A Comissão de Assuntos Sociais (CAS) aprovou, nesta quarta-feira (12)
projeto de lei (PLC 160/2009) que trata das garantias e dos direitos
fundamentais ao livre exercício da crença e dos cultos religiosos – a
chamada Lei Geral das Religiões. A proposta é de autoria do deputado
George Hilton (PRB-MG) e regulamenta dispositivos constitucionais que
garante o livre exercício de crenças. Em razão de acordo de líderes, a
matéria, que deveria passar por exame da Comissão de Assuntos Econômicos
(CAE), segue diretamente para o Plenário.
O projeto, relatado pelo senador Eduardo Suplicy (PT-SP), foi
aprovado com cinco emendas. De acordo com uma delas, apresentada pelo
senador Rodrigo Rollemberg (PSB-DF), o Estado vai assegurar os direitos
constitucionais das denominações religiosas, seja qual for a sua
constituição jurídica. No entanto, será exigida personalidade jurídica
para realizar parceria com o Estado em atividades de interesse público.

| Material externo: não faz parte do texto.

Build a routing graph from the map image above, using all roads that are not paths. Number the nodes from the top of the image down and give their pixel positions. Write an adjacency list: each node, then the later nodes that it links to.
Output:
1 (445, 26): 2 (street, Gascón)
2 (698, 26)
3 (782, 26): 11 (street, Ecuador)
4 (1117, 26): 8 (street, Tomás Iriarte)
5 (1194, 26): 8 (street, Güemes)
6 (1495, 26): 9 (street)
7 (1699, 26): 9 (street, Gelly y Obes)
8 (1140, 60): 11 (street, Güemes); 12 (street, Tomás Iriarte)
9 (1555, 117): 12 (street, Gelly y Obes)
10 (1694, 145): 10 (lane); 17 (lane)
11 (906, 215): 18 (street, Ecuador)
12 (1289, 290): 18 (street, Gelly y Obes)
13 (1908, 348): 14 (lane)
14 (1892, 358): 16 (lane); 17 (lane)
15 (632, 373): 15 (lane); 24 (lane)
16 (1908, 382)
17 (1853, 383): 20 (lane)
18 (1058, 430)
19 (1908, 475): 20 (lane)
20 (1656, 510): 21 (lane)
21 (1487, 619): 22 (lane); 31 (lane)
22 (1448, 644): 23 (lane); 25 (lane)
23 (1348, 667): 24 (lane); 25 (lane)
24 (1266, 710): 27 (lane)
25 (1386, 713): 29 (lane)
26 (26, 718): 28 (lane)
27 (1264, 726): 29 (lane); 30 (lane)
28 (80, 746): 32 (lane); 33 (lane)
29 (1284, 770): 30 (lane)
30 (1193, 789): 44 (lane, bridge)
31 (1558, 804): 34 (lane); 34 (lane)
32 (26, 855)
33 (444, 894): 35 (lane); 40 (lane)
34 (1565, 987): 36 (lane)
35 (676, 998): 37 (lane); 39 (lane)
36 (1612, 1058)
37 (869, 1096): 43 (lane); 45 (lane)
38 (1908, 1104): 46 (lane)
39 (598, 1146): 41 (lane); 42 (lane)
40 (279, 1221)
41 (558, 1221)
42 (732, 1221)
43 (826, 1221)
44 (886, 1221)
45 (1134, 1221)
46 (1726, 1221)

Também por emenda de Rollemberg, instituições religiosas, mesmo sem
organização formal, poderão oferecer assistência religiosa em hospitais e
estabelecimentos de internação coletiva como presídios. Igualmente, a
prestação de assistência religiosa em quartéis das Forças Armadas
(Exército, Marinha e Aeronáutica) e das Forças Auxiliares (polícias
militares e bombeiros) poderá ser feita por qualquer religião ou crença.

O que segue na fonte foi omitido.